* _TASK TO CARRY OUT_:
In full and word for word, give the records again.

* _DATA_:
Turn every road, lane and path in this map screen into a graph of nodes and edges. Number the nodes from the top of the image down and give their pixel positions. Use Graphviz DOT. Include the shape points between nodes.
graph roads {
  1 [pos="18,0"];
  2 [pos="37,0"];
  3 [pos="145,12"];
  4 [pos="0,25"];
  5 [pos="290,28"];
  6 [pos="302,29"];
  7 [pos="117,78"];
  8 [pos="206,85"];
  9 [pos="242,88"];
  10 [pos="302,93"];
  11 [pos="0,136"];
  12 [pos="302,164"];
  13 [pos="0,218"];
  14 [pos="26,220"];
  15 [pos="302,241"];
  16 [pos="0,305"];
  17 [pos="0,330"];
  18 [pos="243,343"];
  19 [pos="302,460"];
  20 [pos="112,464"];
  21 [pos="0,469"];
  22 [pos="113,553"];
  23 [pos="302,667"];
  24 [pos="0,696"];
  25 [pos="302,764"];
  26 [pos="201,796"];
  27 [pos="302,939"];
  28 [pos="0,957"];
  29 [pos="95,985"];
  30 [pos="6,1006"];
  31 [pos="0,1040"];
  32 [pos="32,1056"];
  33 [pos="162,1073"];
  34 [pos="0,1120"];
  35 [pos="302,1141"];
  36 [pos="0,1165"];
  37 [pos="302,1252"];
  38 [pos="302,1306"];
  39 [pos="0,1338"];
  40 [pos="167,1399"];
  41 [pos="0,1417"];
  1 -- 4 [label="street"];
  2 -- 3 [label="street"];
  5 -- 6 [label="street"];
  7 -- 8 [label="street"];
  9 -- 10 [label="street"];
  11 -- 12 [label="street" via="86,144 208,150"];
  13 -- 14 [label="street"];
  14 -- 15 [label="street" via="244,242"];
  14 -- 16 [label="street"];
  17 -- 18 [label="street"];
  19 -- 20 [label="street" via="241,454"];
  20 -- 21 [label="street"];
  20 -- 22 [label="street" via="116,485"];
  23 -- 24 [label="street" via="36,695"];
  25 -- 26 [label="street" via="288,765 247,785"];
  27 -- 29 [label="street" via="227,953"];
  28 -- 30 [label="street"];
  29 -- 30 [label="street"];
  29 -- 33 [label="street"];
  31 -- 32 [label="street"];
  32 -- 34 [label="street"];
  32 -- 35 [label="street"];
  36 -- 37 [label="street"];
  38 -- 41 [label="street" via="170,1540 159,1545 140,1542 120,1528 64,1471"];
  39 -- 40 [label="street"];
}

* _ANSWER BOX_:
Turn every road, lane and path in this map screen into a graph of nodes and edges. Number the nodes from the top of the image down and give their pixel positions. Use Graphviz DOT. Include the shape points between nodes.
graph roads {
  1 [pos="18,0"];
  2 [pos="37,0"];
  3 [pos="145,12"];
  4 [pos="0,25"];
  5 [pos="290,28"];
  6 [pos="302,29"];
  7 [pos="117,78"];
  8 [pos="206,85"];
  9 [pos="242,88"];
  10 [pos="302,93"];
  11 [pos="0,136"];
  12 [pos="302,164"];
  13 [pos="0,218"];
  14 [pos="26,220"];
  15 [pos="302,241"];
  16 [pos="0,305"];
  17 [pos="0,330"];
  18 [pos="243,343"];
  19 [pos="302,460"];
  20 [pos="112,464"];
  21 [pos="0,469"];
  22 [pos="113,553"];
  23 [pos="302,667"];
  24 [pos="0,696"];
  25 [pos="302,764"];
  26 [pos="201,796"];
  27 [pos="302,939"];
  28 [pos="0,957"];
  29 [pos="95,985"];
  30 [pos="6,1006"];
  31 [pos="0,1040"];
  32 [pos="32,1056"];
  33 [pos="162,1073"];
  34 [pos="0,1120"];
  35 [pos="302,1141"];
  36 [pos="0,1165"];
  37 [pos="302,1252"];
  38 [pos="302,1306"];
  39 [pos="0,1338"];
  40 [pos="167,1399"];
  41 [pos="0,1417"];
  1 -- 4 [label="street"];
  2 -- 3 [label="street"];
  5 -- 6 [label="street"];
  7 -- 8 [label="street"];
  9 -- 10 [label="street"];
  11 -- 12 [label="street" via="86,144 208,150"];
  13 -- 14 [label="street"];
  14 -- 15 [label="street" via="244,242"];
  14 -- 16 [label="street"];
  17 -- 18 [label="street"];
  19 -- 20 [label="street" via="241,454"];
  20 -- 21 [label="street"];
  20 -- 22 [label="street" via="116,485"];
  23 -- 24 [label="street" via="36,695"];
  25 -- 26 [label="street" via="288,765 247,785"];
  27 -- 29 [label="street" via="227,953"];
  28 -- 30 [label="street"];
  29 -- 30 [label="street"];
  29 -- 33 [label="street"];
  31 -- 32 [label="street"];
  32 -- 34 [label="street"];
  32 -- 35 [label="street"];
  36 -- 37 [label="street"];
  38 -- 41 [label="street" via="170,1540 159,1545 140,1542 120,1528 64,1471"];
  39 -- 40 [label="street"];
}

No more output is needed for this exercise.